Contribution of endermology to improving indurations and panniculitis/lipoatrophy at glatiramer acetate injection site
- PMID: 22382874
- DOI: 10.1007/s12325-012-0005-0
Contribution of endermology to improving indurations and panniculitis/lipoatrophy at glatiramer acetate injection site
Abstract
Introduction: Endermology is a mechanical massage therapy that enables fat mobilization and body contouring. The authors' aim was to assess the effect of endermology on indurations and panniculitis/lipoatrophy associated with subcutaneous administration of glatiramer acetate in patients with multiple sclerosis (MS).
Methods: This was a multicenter pilot experience carried out in patients with MS treated with glatiramer acetate who showed indurations and/ or panniculitis/lipoatrophy at the injection site. Patients underwent endermology and glatiramer acetate treatment according to clinical practice. The primary endpoint was the change in indurations and/or panniculitis/lipoatrophy after 12 endermology sessions.

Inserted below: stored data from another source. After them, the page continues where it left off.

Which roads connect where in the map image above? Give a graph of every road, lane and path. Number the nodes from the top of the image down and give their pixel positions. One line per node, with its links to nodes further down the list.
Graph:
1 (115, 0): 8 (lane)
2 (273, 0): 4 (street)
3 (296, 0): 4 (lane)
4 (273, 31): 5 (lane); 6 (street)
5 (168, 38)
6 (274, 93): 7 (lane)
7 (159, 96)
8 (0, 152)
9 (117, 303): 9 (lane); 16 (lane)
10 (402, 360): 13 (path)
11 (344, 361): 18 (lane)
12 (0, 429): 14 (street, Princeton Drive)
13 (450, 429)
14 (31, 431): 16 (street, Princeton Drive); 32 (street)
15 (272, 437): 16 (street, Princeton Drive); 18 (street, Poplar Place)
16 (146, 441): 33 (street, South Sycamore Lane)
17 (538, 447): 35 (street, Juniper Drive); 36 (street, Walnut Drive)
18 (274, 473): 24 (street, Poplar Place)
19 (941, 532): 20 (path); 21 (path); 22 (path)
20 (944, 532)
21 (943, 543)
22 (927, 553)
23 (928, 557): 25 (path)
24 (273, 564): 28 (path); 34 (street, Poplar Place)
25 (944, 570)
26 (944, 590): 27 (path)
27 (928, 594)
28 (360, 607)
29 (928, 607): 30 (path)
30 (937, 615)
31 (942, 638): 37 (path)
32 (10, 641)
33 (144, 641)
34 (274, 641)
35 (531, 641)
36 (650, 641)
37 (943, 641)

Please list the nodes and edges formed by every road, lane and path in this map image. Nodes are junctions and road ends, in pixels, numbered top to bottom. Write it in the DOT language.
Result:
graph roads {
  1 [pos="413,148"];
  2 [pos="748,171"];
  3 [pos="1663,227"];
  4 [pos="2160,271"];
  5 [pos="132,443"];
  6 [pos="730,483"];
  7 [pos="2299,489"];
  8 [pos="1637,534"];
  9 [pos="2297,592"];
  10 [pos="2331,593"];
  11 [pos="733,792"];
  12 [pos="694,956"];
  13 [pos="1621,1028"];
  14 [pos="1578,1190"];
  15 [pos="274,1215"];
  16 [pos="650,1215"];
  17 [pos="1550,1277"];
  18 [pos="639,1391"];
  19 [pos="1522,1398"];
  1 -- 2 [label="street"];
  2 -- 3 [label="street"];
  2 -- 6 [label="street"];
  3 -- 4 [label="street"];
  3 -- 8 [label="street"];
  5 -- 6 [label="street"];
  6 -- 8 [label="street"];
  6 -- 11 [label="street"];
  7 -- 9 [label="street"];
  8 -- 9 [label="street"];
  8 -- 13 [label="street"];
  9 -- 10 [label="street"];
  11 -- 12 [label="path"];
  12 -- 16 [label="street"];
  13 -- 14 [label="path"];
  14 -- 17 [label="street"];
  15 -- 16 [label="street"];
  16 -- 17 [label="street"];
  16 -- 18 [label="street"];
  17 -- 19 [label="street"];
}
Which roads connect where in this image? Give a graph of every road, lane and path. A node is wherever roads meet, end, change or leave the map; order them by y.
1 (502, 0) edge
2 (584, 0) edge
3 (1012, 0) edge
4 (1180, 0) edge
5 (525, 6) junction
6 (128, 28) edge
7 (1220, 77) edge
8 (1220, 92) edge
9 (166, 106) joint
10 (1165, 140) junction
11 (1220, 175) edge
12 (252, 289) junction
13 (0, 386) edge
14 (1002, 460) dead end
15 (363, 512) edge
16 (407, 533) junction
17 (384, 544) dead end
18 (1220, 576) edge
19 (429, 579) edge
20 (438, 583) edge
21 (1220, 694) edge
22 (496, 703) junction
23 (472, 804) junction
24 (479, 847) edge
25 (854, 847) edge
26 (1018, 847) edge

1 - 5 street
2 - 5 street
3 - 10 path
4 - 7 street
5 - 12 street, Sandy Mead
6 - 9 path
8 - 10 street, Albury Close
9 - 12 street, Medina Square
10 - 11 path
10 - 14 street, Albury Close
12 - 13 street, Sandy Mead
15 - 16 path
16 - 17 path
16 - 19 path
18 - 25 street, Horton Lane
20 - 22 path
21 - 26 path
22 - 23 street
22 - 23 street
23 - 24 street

Results: Between April and July 2011, a total of 13 evaluable patients were included (mean age, 40.7±3.1 years; female, 100%; white, 100%; mean MS duration, 10.1±2.3 years; previous MS treatment, 46.2%; mean glatiramer acetate treatment duration, 27.3±9.5 months). Eleven patients (84.6%) showed local indurations (mean diameter, 3.4±0.5 cm; mean number, 9.0±1.0) and six patients (46.2%) areas of panniculitis/ lipoatrophy (mean number, 5.0±1.1). After 12 endermology sessions, patients with indurations reported having experienced a reduction in size (10 patients [90.9%]; mean diameter, 0.1±0.05 cm; P<0.001) and number of indurations (nine patients [81.8%]; mean number, 2.3±1.1; P<0.005). These indurations completely disappeared from arms, thighs, buttocks, and abdomen in six (75.0%), six (75.0%), two (50.0%), and three (42.9%) patients, respectively. Three of these patients (27.3%) recovered from all indurations. Although panniculitis/lipoatrophy did not completely disappear, all patients reported improvements. Most patients with indurations (63.6%) felt very satisfied and considered endermology very useful for reducing indurations. All patients with panniculitis/lipoatrophy were satisfied and considered to be endermology useful in improving it. In addition, endermology enabled glatiramer acetate tolerance to be improved in most patients (60.0%).
Conclusion: Endermology may contribute to improving indurations and panniculitis/ lipoatrophy at the site of subcutaneous injection of glatiramer acetate in patients with MS, enabling areas of injection to recover, and treatment tolerance to increase.